Our guest today is Joe Slowik. He works in adversary hunting and threat intelligence at Dragos, a company specializing in securing industrial control systems and critical infrastructure. He shares the story of his unconventional path to a career in security, including time in the U.S. Navy and at Los Alamos National Labs, where protecting scientists, engineers, and researchers presented its own unique set of challenges. He shares his informed opinions on threat intelligence with tips on how, in his view, many organizations could benefit from adjusting their focus and their approach. Stay with us. Joe Slowik:

I came to Dragos from Los Alamos National Laboratory. I was running the incident response team there for a few years, so, working the Department of Energy mission. Providing security for a nuclear weapons laboratory is always an interesting task. I came there from the Navy. I was an information warfare officer for a little over five years, doing a number of different cyber missions, depending on how you want to define that. Prior to the Navy, I kind of bounced around a little bit, and really, in terms of ultimate background, I don’t have a computer science background. I was originally a philosophy PhD program dropout before I started bouncing my way and finding myself in the information security field, so, not quite the direct path that you might be used to with some other individuals.

Dave Bittner:

Take us through — what was the decision-making process? Dropping out of school, as you described. What led you to the military?

Joe Slowik:

So, after I got out of school, I worked in construction for a little bit and then landed a real job with a company in suburban Chicago called McMaster-Carr, an industrial supply company.
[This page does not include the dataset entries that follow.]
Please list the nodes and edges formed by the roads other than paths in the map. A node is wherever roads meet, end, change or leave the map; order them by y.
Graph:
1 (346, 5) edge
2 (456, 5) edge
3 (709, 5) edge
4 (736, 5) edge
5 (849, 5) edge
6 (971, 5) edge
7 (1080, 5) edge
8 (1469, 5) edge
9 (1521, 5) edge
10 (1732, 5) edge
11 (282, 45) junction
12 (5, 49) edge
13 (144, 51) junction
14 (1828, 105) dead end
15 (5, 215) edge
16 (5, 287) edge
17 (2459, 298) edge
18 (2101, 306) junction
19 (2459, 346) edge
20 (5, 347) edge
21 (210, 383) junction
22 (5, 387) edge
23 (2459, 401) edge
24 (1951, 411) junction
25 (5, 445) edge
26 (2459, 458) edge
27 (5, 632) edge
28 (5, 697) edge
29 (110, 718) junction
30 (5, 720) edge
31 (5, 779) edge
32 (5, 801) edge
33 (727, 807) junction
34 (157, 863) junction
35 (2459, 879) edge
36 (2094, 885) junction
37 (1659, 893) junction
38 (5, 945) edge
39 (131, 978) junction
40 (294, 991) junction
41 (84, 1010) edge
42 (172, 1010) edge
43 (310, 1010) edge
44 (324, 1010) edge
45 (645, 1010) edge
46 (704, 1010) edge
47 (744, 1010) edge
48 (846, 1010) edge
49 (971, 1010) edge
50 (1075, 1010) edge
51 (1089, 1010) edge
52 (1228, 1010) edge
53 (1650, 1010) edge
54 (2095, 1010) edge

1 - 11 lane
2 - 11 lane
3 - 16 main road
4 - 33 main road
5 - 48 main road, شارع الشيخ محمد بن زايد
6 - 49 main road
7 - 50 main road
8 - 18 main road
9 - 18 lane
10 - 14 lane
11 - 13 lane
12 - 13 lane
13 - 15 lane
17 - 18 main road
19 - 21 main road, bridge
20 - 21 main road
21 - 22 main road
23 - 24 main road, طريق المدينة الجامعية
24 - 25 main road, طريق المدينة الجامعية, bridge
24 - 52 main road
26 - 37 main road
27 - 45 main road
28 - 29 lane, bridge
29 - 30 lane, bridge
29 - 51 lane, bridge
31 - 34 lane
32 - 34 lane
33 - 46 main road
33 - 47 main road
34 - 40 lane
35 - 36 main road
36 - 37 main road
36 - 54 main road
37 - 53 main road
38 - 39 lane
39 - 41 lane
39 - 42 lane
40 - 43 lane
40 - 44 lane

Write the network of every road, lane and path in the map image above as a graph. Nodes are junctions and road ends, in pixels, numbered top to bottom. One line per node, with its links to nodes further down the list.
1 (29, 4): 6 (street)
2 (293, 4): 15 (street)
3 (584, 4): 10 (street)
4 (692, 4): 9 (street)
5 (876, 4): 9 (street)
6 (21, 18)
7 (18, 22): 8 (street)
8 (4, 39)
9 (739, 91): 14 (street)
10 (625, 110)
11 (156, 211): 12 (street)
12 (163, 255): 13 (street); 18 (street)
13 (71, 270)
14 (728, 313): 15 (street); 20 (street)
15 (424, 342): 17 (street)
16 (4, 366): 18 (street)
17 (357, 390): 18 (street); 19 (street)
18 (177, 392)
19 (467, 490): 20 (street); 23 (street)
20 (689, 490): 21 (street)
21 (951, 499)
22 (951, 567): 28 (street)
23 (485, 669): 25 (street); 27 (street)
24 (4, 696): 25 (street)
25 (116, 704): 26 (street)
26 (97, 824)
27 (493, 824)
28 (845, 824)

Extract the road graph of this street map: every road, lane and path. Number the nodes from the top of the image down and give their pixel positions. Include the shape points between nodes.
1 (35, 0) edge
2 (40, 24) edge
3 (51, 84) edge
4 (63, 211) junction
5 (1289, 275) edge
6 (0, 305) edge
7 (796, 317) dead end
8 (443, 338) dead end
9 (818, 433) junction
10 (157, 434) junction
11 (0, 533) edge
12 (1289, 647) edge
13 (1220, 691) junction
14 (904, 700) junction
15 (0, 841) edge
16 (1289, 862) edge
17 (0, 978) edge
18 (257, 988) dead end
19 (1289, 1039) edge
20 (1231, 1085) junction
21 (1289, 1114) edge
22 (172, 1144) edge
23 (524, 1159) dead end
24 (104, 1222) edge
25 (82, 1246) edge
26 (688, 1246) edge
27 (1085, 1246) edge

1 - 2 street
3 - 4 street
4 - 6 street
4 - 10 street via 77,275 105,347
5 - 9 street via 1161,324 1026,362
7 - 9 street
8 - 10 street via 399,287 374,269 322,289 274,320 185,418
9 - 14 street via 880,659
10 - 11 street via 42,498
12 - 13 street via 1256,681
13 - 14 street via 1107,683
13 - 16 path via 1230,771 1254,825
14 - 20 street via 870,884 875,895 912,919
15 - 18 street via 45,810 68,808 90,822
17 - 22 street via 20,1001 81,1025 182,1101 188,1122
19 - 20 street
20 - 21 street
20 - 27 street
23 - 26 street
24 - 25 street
I got into doing analytics work and after a while, that’s how I picked up my computer skills — was learning how to do that and automate more and more things. But I got bored with office work, and I just wanted something different, so I joined the Navy thinking that, “Oh, this’ll be more exciting.” And when I got in and got to my first duty station, they looked at my background and went, “Oh, you have a computer background. You’re going to go sit in an office and do computer stuff.” I’m like, “Oh, that’s exactly why I joined.”

Dave Bittner:

You were going to see the world, right?

Joe Slowik:

Exactly. So, that was initially kind of frustrating, but in hindsight, very good, because that’s where I really started to get a very robust background in different aspects of security. I did that for a while and learned an awful lot. I did a fair number of interesting things. When I got out, I still wanted to stay in government service, and that led me into the Department of Energy at a pretty interesting location, located in the mountains of northern New Mexico, working the explicit Blue Team mission for Los Alamos. Dave Bittner:

What were some of the specific challenges you faced there, at Los Alamos? That’s certainly an interesting place to be.

Joe Slowik:

Yes, it’s a very interesting place to be. It’s a very interesting security position to be in, because Los Alamos is almost like taking a super secret nuclear weapons design laboratory, bolting it onto a major research university, and covering the scope of security problems that you would find at your three-letter-agency-style locations. But also, having some of the same issues that you have, dealing with professors and undergraduates trying to get their work done and not having the least bit of concern for, like, “Well, I’m a scientist. I want my data to be free. Why should I mind if anyone’s stealing it?” Like, “Oh, that’s not how this works.”

Dave Bittner:

Right, right. That’s an interesting natural tension that’s set up there. How did you contend with that?

Joe Slowik:

One of the main issues I have with the security industry, especially from the defender mindset, is the “stupid user” problem. That, “Oh, if only the users weren’t so stupid, we’d be better off.” But, well, don’t look at it that way. Try and build awareness for why it is we do the things or ask the things that we do. Try and put yourself in the mindset of the end user, that at the end of the day, he or she is not being deliberately malicious — usually. There are exceptions, of course. But in most cases, they are just trying to get their job done. And so, if we start layering controls or different ways of doing things that are an inconvenience and make it hard for people to get their job done, they’re going to look for a way around it, just to do their thing. Trying to reduce that friction, that tension, as much as possible, whether from a design perspective … Like, locking websites willy nilly isn’t necessarily going to do good things, because if you start taking out resources that people actually care about, or do so for reasons that are obvious, people will try to find another way of doing this, and probably in a way that you lose some aspect of security or visibility.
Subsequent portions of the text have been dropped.